Based on previous studies, repeated narrowing of the upper airway is pathogenetic mechanism in obstructive sleep apnea (OSA) and subjects with OSA suffer from limited airflow from the nasal cavity. Upper airway narrowing predisposes the pharyngeal wall to collapse due to increased negative pressure, faster airflow, and higher airway resistance [1
]. More collapsible airway causes sleep-related symptoms, such as loud snoring and apneic events, and leads to fatigue, daytime sleepiness, and systemic complications if those symptoms are not properly managed in subjects with OSA [3
]. The upper airway narrowing occurs at multiple structures, including the soft palate, uvula, palatine tonsils, lateral pharyngeal walls, and the tongue base [6
]. In particular, the lateral wall of oropharynx is composed of several muscular structures, such as the palatopharyngeus, superior pharyngeal constrictor, and palatoglossus muscles, in addition to the palatine tonsils and lymphoid tissues around soft palate. Retropalatal circumferential narrowing due to lateral pharyngeal wall collapse has been documented to be a critical structural cause of OSA but so far, its clinical significance has been underestimated in subjects undergoing sleep surgery [11
]. Combined oropharynx, lateral pharyngeal wall, and velum obstruction are considered the most dominant anatomic characteristics of OSA, and the lateral pharyngeal wall is more collapsible or thicker in subjects with severe OSA than in normals or those with mild OSA [12
]. Actually, complete lateral pharyngeal wall narrowing may be closely related to higher apnea–hypopnea index (AHI) scores, and excessive lateral pharyngeal collapsibility is seen in subjects with OSA who show a relapse of snoring or apneic events after surgery [13
]. Previous clinical research has demonstrated the clinical benefits of palatal surgeries for OSA with lateral pharyngeal wall collapse, including relief of subjective symptoms and improvement of sleep parameters [8
], and diverse surgical techniques such as lateral pharyngoplasty, relocation pharyngoplasty, and expansion sphincter pharyngoplasty (ESP) to improve lateral pharyngeal wall narrowing and intensify the stability of the lateral pharyngeal wall have been introduced [13
The posterior palatal pillars have excessive mucosa tissue (webbing) with significant redundancy, which is an important anatomical structure that contributes to increase of lateral pharyngeal wall collapse.

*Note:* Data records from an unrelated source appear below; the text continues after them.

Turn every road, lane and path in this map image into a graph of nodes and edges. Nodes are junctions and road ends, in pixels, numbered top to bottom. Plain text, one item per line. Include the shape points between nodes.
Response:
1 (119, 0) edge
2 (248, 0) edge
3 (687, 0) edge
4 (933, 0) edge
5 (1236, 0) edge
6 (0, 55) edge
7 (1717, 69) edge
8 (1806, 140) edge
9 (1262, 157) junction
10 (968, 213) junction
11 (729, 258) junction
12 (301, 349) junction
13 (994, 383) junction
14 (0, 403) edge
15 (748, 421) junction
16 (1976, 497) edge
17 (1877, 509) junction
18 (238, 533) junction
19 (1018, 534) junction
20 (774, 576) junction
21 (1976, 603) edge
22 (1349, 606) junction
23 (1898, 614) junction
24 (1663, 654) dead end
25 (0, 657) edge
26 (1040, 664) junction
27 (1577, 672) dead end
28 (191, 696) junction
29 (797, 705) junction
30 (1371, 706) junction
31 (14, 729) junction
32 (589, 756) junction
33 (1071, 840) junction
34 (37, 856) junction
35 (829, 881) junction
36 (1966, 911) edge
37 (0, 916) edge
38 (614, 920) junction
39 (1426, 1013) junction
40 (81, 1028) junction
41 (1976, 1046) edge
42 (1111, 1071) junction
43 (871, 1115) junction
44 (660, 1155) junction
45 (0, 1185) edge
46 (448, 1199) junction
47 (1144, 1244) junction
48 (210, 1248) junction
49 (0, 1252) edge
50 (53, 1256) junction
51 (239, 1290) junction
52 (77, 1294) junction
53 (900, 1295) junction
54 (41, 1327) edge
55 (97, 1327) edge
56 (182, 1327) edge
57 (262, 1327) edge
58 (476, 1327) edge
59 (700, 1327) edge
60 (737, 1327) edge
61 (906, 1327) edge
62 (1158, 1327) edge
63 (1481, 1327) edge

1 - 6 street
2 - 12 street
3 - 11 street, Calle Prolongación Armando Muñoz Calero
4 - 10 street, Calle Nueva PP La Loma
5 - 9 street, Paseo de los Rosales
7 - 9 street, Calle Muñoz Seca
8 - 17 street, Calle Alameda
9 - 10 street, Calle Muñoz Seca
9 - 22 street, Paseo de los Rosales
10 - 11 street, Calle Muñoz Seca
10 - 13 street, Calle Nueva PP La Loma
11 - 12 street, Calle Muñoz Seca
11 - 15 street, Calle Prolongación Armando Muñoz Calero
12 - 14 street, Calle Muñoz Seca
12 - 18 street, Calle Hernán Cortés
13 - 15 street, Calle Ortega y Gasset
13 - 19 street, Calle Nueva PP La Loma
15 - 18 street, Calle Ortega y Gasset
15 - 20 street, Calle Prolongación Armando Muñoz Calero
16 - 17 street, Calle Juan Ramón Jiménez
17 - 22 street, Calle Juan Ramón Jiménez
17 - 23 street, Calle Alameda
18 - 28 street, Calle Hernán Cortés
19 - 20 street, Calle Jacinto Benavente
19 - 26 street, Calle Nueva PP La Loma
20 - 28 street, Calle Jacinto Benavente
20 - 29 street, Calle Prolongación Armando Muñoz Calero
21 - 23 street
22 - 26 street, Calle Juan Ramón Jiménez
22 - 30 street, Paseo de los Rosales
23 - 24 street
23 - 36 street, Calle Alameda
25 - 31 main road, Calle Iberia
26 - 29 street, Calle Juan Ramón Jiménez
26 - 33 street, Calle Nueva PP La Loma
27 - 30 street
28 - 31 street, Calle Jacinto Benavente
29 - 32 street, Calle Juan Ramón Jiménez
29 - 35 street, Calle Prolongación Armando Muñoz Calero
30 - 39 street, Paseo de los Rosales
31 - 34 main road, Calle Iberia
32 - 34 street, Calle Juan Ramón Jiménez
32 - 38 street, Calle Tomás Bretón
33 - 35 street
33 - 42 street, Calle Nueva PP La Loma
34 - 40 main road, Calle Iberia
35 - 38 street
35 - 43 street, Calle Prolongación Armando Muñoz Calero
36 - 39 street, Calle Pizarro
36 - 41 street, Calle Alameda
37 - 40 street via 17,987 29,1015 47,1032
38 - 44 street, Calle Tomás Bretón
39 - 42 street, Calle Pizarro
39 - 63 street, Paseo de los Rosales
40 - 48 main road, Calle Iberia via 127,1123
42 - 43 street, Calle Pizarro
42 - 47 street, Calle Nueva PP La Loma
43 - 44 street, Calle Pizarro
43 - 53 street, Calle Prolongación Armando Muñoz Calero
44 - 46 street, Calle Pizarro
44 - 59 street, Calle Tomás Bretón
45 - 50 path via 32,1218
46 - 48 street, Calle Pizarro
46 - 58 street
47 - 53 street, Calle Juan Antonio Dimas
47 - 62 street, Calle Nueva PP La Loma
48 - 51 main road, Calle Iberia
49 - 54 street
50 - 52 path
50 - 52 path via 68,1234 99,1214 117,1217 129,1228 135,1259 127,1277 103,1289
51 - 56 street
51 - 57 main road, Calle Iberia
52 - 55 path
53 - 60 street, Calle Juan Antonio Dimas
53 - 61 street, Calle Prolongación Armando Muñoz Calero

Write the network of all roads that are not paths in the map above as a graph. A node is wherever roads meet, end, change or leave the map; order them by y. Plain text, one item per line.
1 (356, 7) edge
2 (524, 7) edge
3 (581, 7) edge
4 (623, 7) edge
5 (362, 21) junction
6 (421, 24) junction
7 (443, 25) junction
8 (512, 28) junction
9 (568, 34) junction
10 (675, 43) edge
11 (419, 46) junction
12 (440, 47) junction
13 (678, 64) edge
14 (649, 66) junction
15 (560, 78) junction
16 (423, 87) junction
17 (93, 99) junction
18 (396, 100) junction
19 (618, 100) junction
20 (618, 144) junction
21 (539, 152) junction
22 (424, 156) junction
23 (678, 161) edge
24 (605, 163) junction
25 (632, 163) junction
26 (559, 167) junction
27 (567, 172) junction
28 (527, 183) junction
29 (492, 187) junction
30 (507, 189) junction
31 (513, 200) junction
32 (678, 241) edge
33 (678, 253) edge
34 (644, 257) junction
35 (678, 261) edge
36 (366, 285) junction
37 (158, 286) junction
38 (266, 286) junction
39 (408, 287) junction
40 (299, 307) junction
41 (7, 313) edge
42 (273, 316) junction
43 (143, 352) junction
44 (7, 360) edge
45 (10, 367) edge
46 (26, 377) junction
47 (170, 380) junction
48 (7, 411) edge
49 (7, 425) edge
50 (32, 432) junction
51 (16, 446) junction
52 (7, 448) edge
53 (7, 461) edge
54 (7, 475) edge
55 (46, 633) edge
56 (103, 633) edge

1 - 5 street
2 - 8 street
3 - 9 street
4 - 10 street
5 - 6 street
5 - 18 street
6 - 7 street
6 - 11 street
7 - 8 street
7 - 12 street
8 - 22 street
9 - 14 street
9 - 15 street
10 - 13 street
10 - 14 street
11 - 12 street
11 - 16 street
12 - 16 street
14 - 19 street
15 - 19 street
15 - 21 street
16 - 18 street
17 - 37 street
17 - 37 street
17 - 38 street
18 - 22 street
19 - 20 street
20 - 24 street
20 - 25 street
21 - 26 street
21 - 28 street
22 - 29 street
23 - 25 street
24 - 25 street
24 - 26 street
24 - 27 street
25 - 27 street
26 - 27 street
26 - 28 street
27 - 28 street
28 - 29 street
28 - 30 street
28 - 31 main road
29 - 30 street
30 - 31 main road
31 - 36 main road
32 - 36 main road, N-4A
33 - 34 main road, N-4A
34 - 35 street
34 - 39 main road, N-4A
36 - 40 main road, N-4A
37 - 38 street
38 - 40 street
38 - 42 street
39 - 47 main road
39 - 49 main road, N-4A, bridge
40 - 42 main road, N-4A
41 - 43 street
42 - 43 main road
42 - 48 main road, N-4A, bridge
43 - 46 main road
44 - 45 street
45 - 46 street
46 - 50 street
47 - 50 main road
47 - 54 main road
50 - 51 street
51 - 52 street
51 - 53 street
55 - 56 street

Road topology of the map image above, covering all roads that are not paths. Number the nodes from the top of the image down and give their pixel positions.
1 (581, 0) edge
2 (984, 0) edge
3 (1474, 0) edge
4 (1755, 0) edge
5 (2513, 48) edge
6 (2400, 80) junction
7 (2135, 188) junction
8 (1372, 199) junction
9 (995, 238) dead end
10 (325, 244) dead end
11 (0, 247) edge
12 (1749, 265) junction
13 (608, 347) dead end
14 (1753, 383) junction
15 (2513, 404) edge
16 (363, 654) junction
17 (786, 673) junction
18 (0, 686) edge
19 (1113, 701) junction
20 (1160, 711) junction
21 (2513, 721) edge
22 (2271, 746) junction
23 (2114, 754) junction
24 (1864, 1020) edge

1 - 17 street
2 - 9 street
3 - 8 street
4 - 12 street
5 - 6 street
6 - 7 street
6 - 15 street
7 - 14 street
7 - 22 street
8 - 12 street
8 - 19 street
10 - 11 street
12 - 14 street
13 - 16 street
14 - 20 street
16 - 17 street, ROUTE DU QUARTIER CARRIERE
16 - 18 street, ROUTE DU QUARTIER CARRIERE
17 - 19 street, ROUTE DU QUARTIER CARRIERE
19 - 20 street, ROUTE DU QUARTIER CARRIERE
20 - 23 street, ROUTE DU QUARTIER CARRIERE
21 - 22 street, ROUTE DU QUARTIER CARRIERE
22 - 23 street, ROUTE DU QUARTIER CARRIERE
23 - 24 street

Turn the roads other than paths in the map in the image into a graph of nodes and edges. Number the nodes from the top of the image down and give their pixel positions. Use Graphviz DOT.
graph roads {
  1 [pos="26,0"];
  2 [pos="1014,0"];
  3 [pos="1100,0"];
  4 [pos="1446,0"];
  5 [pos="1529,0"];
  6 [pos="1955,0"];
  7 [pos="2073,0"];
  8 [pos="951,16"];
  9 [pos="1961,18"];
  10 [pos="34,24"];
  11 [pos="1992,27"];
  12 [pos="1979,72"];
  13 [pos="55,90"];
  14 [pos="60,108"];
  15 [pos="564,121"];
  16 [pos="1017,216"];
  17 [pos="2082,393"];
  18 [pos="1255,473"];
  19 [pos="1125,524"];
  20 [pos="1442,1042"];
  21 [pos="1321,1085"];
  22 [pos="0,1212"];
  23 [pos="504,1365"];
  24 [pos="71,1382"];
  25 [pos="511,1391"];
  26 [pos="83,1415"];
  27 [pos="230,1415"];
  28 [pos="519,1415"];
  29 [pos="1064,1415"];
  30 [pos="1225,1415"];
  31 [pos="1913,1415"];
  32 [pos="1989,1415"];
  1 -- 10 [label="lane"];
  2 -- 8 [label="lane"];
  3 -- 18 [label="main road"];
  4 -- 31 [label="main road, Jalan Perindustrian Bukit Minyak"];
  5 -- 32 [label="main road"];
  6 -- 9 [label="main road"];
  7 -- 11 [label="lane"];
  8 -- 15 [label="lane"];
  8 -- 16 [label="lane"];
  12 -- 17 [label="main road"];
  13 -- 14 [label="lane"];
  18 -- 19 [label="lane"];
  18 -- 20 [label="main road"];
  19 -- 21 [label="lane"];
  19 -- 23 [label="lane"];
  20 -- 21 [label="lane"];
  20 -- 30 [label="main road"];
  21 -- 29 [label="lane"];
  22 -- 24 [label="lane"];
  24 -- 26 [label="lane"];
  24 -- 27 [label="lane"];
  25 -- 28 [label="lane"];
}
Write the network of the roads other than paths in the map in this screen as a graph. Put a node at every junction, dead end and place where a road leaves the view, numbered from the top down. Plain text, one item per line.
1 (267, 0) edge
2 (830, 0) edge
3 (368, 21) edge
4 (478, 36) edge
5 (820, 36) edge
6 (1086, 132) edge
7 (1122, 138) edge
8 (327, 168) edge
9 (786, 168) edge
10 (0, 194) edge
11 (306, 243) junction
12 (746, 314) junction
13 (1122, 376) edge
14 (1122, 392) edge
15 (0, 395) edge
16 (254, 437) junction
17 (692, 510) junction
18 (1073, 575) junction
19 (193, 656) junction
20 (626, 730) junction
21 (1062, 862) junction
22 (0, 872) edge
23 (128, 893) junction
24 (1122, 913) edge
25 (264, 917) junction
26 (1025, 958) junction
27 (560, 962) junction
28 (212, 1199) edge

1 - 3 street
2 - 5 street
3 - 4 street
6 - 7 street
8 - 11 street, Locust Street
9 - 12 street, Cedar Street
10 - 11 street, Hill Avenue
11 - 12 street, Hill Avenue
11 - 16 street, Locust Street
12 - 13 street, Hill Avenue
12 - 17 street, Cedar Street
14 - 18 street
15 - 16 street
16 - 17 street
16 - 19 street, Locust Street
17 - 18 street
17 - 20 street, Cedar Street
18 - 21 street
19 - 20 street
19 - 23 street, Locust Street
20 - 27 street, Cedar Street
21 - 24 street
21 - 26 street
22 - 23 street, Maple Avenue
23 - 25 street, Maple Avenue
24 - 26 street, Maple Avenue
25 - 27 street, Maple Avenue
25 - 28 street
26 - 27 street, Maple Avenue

Soft-palate webbing flap pharyngoplasty has recently been introduced to reshape the soft-palate webbing without tonsillectomy [19
]. Soft-palate webbing flap pharyngoplasty may offer good benefits for creating stability in the lateral pharyngeal walls resulting in the reduction of the number of apneic events or snoring intensity without considerable postoperative pain.
In this study, we aimed to evaluate the therapeutic outcomes of soft-palate webbing flap pharyngoplasty in subjects with OSA or primary snoring and to determine the favorable indications of this procedure in the subjects with lateral pharyngeal wall collapse.